The following assumptions are made:
There are several repositories that publish implementations of EfficientDet. As a result of various investigations zylo117 / Yet-Another-EfficientDet-Pytorch seemed to be easy to use, so this time we will use it to learn the model.
In order to learn with your own dataset, you need to (1) download the pre-learned parameters and (2) create a definition file for your own dataset, in addition to preparing the environment.
Download'efficientdet-d * .pth' from the Github repository for pre-trained parameters of EfficientDet. I will.
d0
and d7
(probably) correspond to the settings related to model size etc. described in Paper, and the smaller the number, the lighter the weight.
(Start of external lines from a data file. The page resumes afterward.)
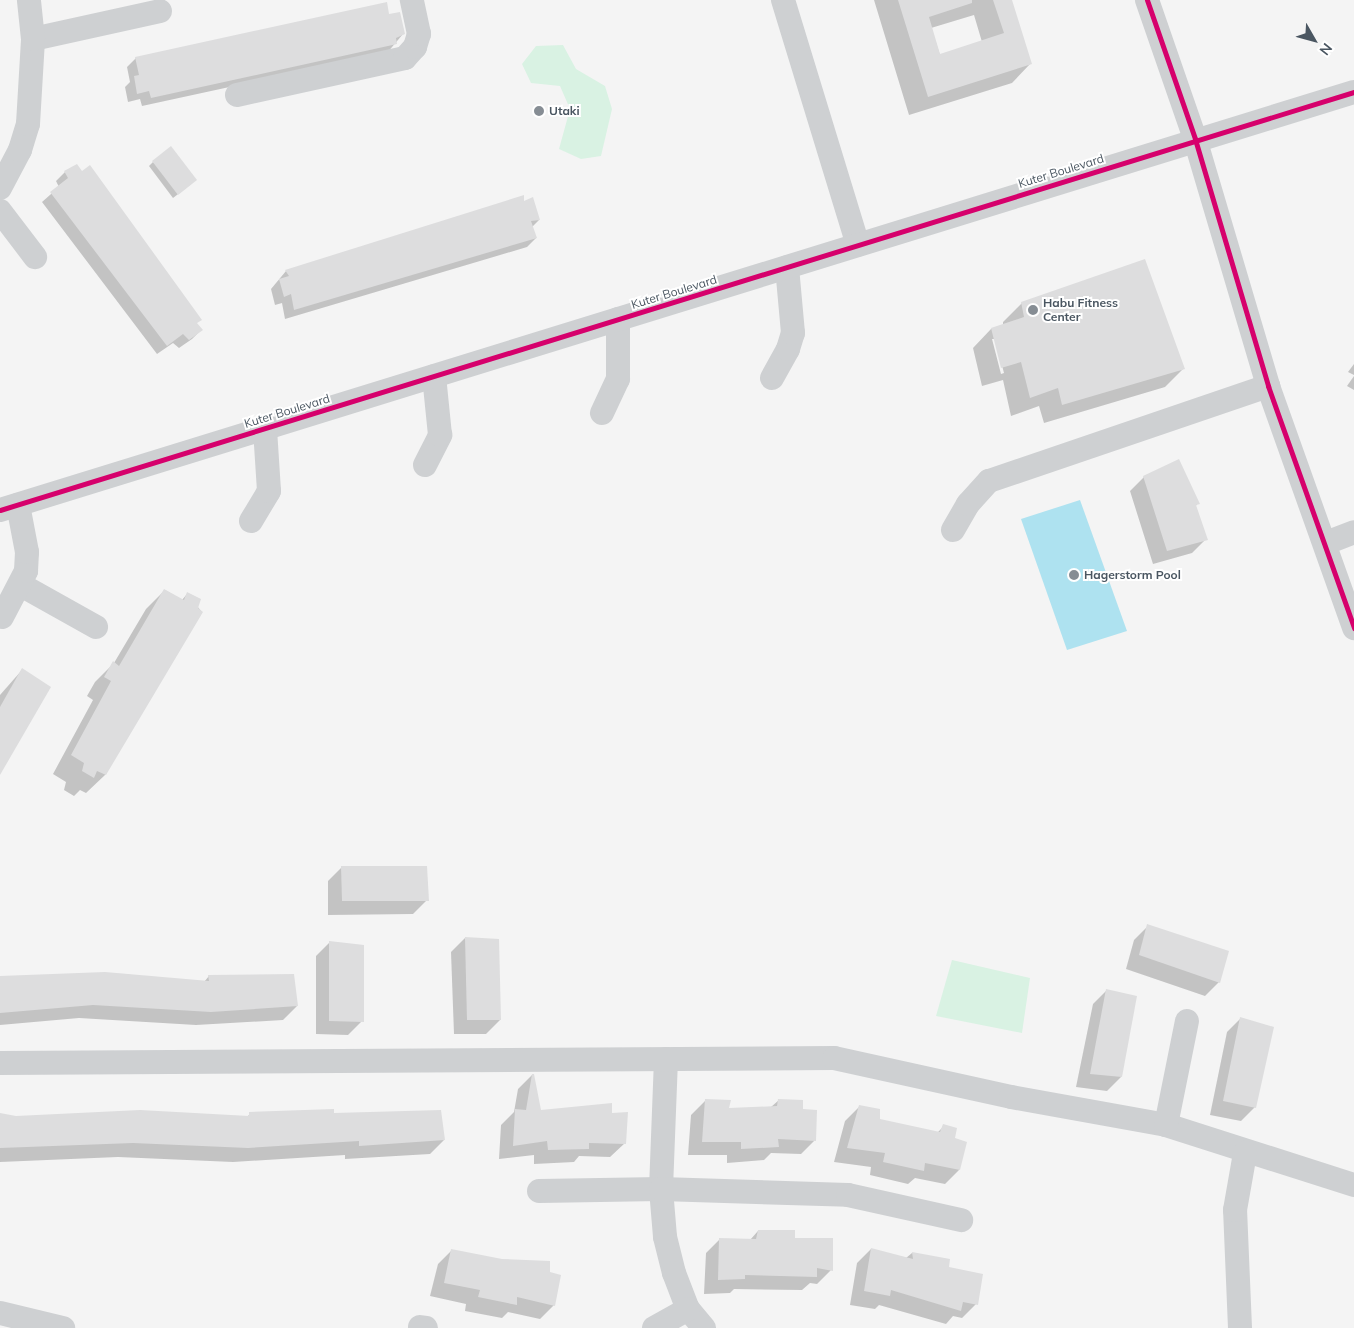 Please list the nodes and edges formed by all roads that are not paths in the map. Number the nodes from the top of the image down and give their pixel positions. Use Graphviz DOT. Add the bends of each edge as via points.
graph roads {
  1 [pos="29,0"];
  2 [pos="412,0"];
  3 [pos="783,0"];
  4 [pos="1147,0"];
  5 [pos="160,11"];
  6 [pos="32,39"];
  7 [pos="1354,92"];
  8 [pos="237,95"];
  9 [pos="1195,139"];
  10 [pos="0,188"];
  11 [pos="0,211"];
  12 [pos="858,245"];
  13 [pos="35,257"];
  14 [pos="788,267"];
  15 [pos="618,319"];
  16 [pos="434,376"];
  17 [pos="772,378"];
  18 [pos="1268,386"];
  19 [pos="602,413"];
  20 [pos="265,429"];
  21 [pos="425,465"];
  22 [pos="9,508"];
  23 [pos="251,521"];
  24 [pos="953,530"];
  25 [pos="1354,532"];
  26 [pos="1326,543"];
  27 [pos="21,585"];
  28 [pos="2,616"];
  29 [pos="96,627"];
  30 [pos="1354,628"];
  31 [pos="1187,1022"];
  32 [pos="666,1059"];
  33 [pos="0,1063"];
  34 [pos="1166,1126"];
  35 [pos="1245,1152"];
  36 [pos="1354,1185"];
  37 [pos="661,1189"];
  38 [pos="539,1191"];
  39 [pos="961,1220"];
  40 [pos="688,1309"];
  41 [pos="0,1313"];
  42 [pos="63,1328"];
  43 [pos="654,1328"];
  44 [pos="704,1328"];
  45 [pos="1240,1328"];
  1 -- 6 [label="street"];
  2 -- 8 [label="street" via="419,34 415,47 405,58"];
  3 -- 12 [label="street"];
  4 -- 9 [label="street"];
  5 -- 6 [label="street"];
  6 -- 10 [label="street" via="28,124 20,150"];
  7 -- 9 [label="street, Kuter Boulevard"];
  9 -- 12 [label="street, Kuter Boulevard"];
  9 -- 18 [label="street"];
  11 -- 13 [label="street"];
  12 -- 14 [label="street, Kuter Boulevard"];
  14 -- 15 [label="street, Kuter Boulevard"];
  14 -- 17 [label="street" via="793,332"];
  15 -- 16 [label="street, Kuter Boulevard"];
  15 -- 19 [label="street" via="618,379"];
  16 -- 20 [label="street, Kuter Boulevard"];
  16 -- 21 [label="street" via="440,435"];
  18 -- 24 [label="street" via="989,481 968,504"];
  18 -- 26 [label="street"];
  20 -- 22 [label="street, Kuter Boulevard"];
  20 -- 23 [label="street" via="268,491"];
  22 -- 27 [label="street" via="27,552"];
  25 -- 26 [label="street"];
  26 -- 30 [label="street"];
  27 -- 28 [label="street"];
  27 -- 29 [label="street"];
  31 -- 34 [label="street"];
  32 -- 33 [label="street"];
  32 -- 34 [label="street" via="834,1058 1011,1097"];
  32 -- 37 [label="street"];
  34 -- 35 [label="street"];
  35 -- 36 [label="street"];
  35 -- 45 [label="street" via="1235,1210"];
  37 -- 38 [label="street"];
  37 -- 39 [label="street" via="848,1195"];
  37 -- 40 [label="street" via="665,1237"];
  40 -- 43 [label="street"];
  40 -- 44 [label="street"];
  41 -- 42 [label="street"];
}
Instead, it seems to be a model with low accuracy.
This time, I downloaded ʻefficientdet-d0.pth` for the time being.
It seems that you need to create a yml file with settings under the projects
directory to learn with your own dataset.
The items that need to be changed from the COCO dataset settings are the dataset name project_name
, the list of class names to detect ʻobj_list, and the number of GPUs to use
num_gpus`. Let's do it.
For ʻanchors_scales and ʻanchors_ratios
, I have not yet understood the detailed algorithms of object detection and EfficientDet, so I left them as the COCO dataset this time.
In my case, the definition file looks like this:
projects/coco_pixiv.yml
project_name: coco_pixiv # also the folder name of the dataset that under data_path folder
train_set: train
val_set: val
num_gpus: 1
# mean and std in RGB order, actually this part should remain unchanged as long as your dataset is similar to coco.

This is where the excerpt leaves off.